Jorge Valdano, champion du monde 1986 et ancien directeur du sportif du Real.→ Harry Redknapp, son ancien coach à Tottenham (2008-2012).→ Sébastien Bassong, son ancien coéquipier à Tottenham (2009-2012).→ Robert Jarni, ancien international croate, médaille de bronze au Mondial 98.→ Grant Farred, professeur à la Cornell University et auteur de The Budern of over-representation.


Jorge Valdano : «  C’est un faiseur de miracles  »

Luka Modrić est un prodige de ce jeu. Et, selon les dires de certains, de tous les autres jeux. C’est comme s’il était né avec une intelligence musculaire adaptée à toutes les activités liées au ballon. Modrić a cet avantage naturel qui le fait jouer avec passion, en prenant du plaisir. Il se tue sur le terrain, et pourtant, cela n’implique aucun sacrifice ou souffrance. On pourrait appeler ça un défi, un test, une manière particulière de s’amuser. On ne parle pas là d’un cadeau comme Diego Maradona, mais de quelqu’un qui donne un sens au jeu. Luka ne fait pas de choses impossibles, et quand il fait une passe, tu te dis : « C’est ce que j’aurais fait. » On adore tirer ce genre de conclusions lorsqu’on regarde un match, mais on ne devrait pas croire ce que l’on dit. Ce que fait Modrić, seul Modrić le fait. Quand la balle passe par ses pieds, l’action est fluide, comme si le football était la chose la plus simple au monde. Son rôle n’est pas d’amener de l’intensité ou du danger au mouvement, il est là pour donner du sens, de la clarté, une intention. Quand les espaces disparaissent, Modrić engendre un miracle : celui de faire respirer le mouvement, donnant au ballon la vitesse nécessaire, peu importe son positionnement sur le terrain.

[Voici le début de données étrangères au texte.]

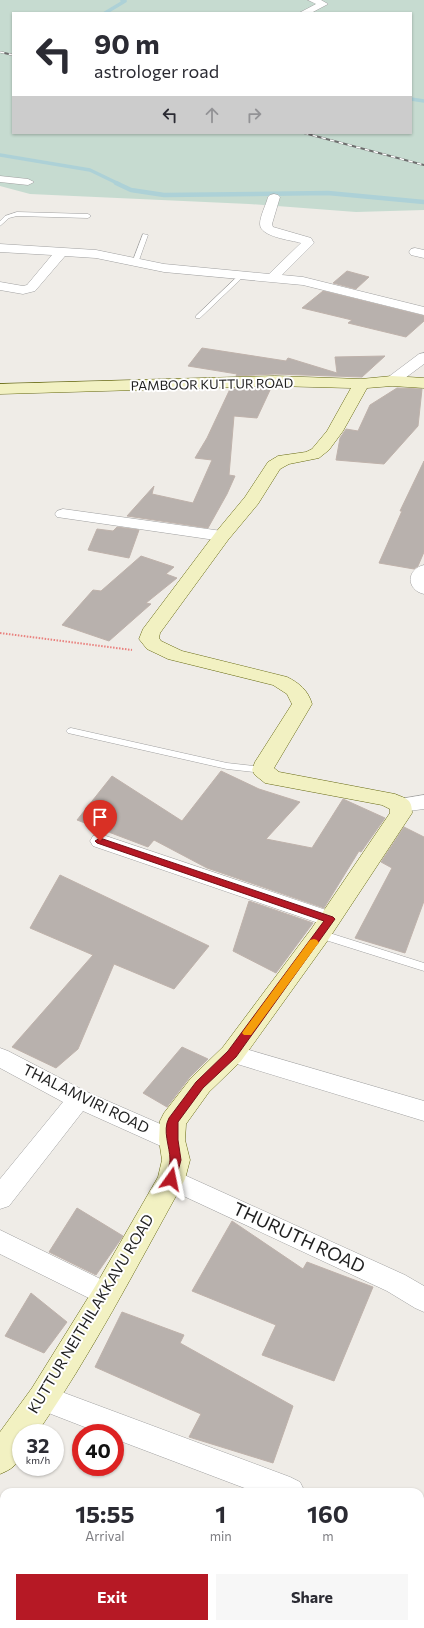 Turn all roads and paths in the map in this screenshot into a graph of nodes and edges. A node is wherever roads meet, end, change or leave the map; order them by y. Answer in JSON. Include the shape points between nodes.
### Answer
{"nodes":[{"id":1,"x":312,"y":0,"type":"edge"},
{"id":2,"x":305,"y":12,"type":"edge"},
{"id":3,"x":0,"y":179,"type":"edge"},
{"id":4,"x":28,"y":182,"type":"dead end"},
{"id":5,"x":274,"y":197,"type":"dead end"},
{"id":6,"x":88,"y":216,"type":"dead end"},
{"id":7,"x":0,"y":224,"type":"edge"},
{"id":8,"x":145,"y":235,"type":"dead end"},
{"id":9,"x":0,"y":248,"type":"edge"},
{"id":10,"x":62,"y":251,"type":"junction"},
{"id":11,"x":135,"y":262,"type":"junction"},
{"id":12,"x":242,"y":275,"type":"junction"},
{"id":13,"x":273,"y":277,"type":"junction"},
{"id":14,"x":0,"y":286,"type":"edge"},
{"id":15,"x":424,"y":310,"type":"edge"},
{"id":16,"x":198,"y":317,"type":"dead end"},
{"id":17,"x":424,"y":357,"type":"edge"},
{"id":18,"x":392,"y":381,"type":"junction"},
{"id":19,"x":424,"y":383,"type":"edge"},
{"id":20,"x":361,"y":384,"type":"junction"},
{"id":21,"x":0,"y":389,"type":"edge"},
{"id":22,"x":63,"y":514,"type":"dead end"},
{"id":23,"x":222,"y":536,"type":"junction"},
{"id":24,"x":424,"y":570,"type":"edge"},
{"id":25,"x":424,"y":589,"type":"edge"},
{"id":26,"x":0,"y":633,"type":"edge"},
{"id":27,"x":154,"y":645,"type":"junction"},
{"id":28,"x":71,"y":731,"type":"dead end"},
{"id":29,"x":263,"y":770,"type":"junction"},
{"id":30,"x":424,"y":802,"type":"edge"},
{"id":31,"x":401,"y":804,"type":"junction"},
{"id":32,"x":100,"y":841,"type":"dead end"},
{"id":33,"x":325,"y":926,"type":"junction"},
{"id":34,"x":424,"y":967,"type":"edge"},
{"id":35,"x":232,"y":1054,"type":"junction"},
{"id":36,"x":0,"y":1057,"type":"edge"},
{"id":37,"x":79,"y":1099,"type":"junction"},
{"id":38,"x":424,"y":1111,"type":"edge"},
{"id":39,"x":172,"y":1140,"type":"junction"},
{"id":40,"x":171,"y":1179,"type":"junction"},
{"id":41,"x":0,"y":1198,"type":"edge"},
{"id":42,"x":0,"y":1241,"type":"edge"},
{"id":43,"x":106,"y":1294,"type":"junction"},
{"id":44,"x":424,"y":1300,"type":"edge"},
{"id":45,"x":43,"y":1398,"type":"junction"},
{"id":46,"x":0,"y":1459,"type":"edge"},
{"id":47,"x":282,"y":1488,"type":"edge"}],
"edges":[{"from":1,"to":2,"type":"street","via":[[324,4]]},
{"from":3,"to":4,"type":"street"},
{"from":5,"to":13,"type":"street","via":[[266,224],[267,229],[308,243]]},
{"from":6,"to":7,"type":"lane","via":[[17,214],[7,217]]},
{"from":8,"to":11,"type":"lane"},
{"from":9,"to":10,"type":"street"},
{"from":10,"to":11,"type":"street","via":[[96,254]]},
{"from":10,"to":14,"type":"street","via":[[31,288],[23,290]]},
{"from":11,"to":12,"type":"street","via":[[164,268]]},
{"from":12,"to":13,"type":"street"},
{"from":12,"to":16,"type":"lane"},
{"from":13,"to":15,"type":"street","via":[[303,281]]},
{"from":17,"to":18,"type":"street"},
{"from":18,"to":19,"type":"street","name":"PAMBOOR KUTTUR ROAD"},
{"from":18,"to":20,"type":"street","name":"PAMBOOR KUTTUR ROAD"},
{"from":20,"to":21,"type":"street","name":"PAMBOOR KUTTUR ROAD","via":[[275,381]]},
{"from":20,"to":23,"type":"street","via":[[318,453],[278,461],[252,500]]},
{"from":22,"to":23,"type":"street"},
{"from":23,"to":27,"type":"street","via":[[150,633],[149,639]]},
{"from":24,"to":25,"type":"street","via":[[418,578]]},
{"from":26,"to":27,"type":"path","via":[[125,650]]},
{"from":27,"to":29,"type":"street","via":[[175,655],[280,681],[293,687],[302,704]]},
{"from":28,"to":29,"type":"lane","via":[[227,766]]},
{"from":29,"to":31,"type":"street","via":[[273,778],[387,799]]},
{"from":30,"to":31,"type":"street"},
{"from":31,"to":33,"type":"street","name":"KUTTUR NEITHILAKKAVU ROAD","via":[[402,813]]},
{"from":32,"to":33,"type":"street"},
{"from":33,"to":34,"type":"lane"},
{"from":33,"to":35,"type":"street","name":"KUTTUR NEITHILAKKAVU ROAD"},
{"from":35,"to":38,"type":"street"},
{"from":35,"to":39,"type":"street","name":"KUTTUR NEITHILAKKAVU ROAD","via":[[200,1085],[173,1121]]},
{"from":36,"to":37,"type":"street","name":"THALAMVIRI ROAD"},
{"from":37,"to":39,"type":"street","name":"THALAMVIRI ROAD"},
{"from":37,"to":41,"type":"street"},
{"from":39,"to":40,"type":"street","name":"KUTTUR NEITHILAKKAVU ROAD","via":[[176,1160]]},
{"from":40,"to":43,"type":"street","name":"KUTTUR NEITHILAKKAVU ROAD"},
{"from":40,"to":44,"type":"street","name":"THURUTH ROAD","via":[[396,1283]]},
{"from":42,"to":43,"type":"street"},
{"from":43,"to":45,"type":"street","name":"KUTTUR NEITHILAKKAVU ROAD"},
{"from":45,"to":46,"type":"street","name":"KUTTUR NEITHILAKKAVU ROAD"},
{"from":45,"to":47,"type":"street"}]}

Quand les espaces disparaissent, Modrić engendre un miracle : celui de faire respirer le mouvement, donnant au ballon la vitesse nécessaire, peu importe son positionnement sur le terrain.

D’un coup, on découvre que l’espace et le temps existent. Qu’on avait seulement besoin de quelqu’un de sa trempe pour les faire renaître. Quelqu’un qui sait jouer au football. Outre le fait de me convaincre, il m’émeut, de par sa capacité à jouer quand son équipe a la possession ou la perd. Il faut ajouter que l’on parle d’un homme qui a atteint une maturité compétitive, qui ne s’est pas vraiment perdue, mais qui est légèrement oubliée lorsqu’on mentionne les génies. Modrić est partout, il veut chaque ballon, court autant qu’il peut, tout en comprenant le jeu, mais il ne s’autorise aucun acte de démagogie. Comme s’il considérait que les milliers de spectateurs dans le stade étaient assez intelligents pour apprécier la dignité. Ou simplement comme s’il ignorait cet auditoire. Le populisme n’a pas d’incidence sur lui, il ne tombe pas dans ces tentations. Il est trop concentré sur le football, faisant agir ses cinq sens sur le jeu. Sur le terrain, Modrić nous offre autant d’intelligence que de dignité. C’est un faiseur de miracles.


Harry Redknapp : «  Luka n’est pas grand, mais il a les crocs  »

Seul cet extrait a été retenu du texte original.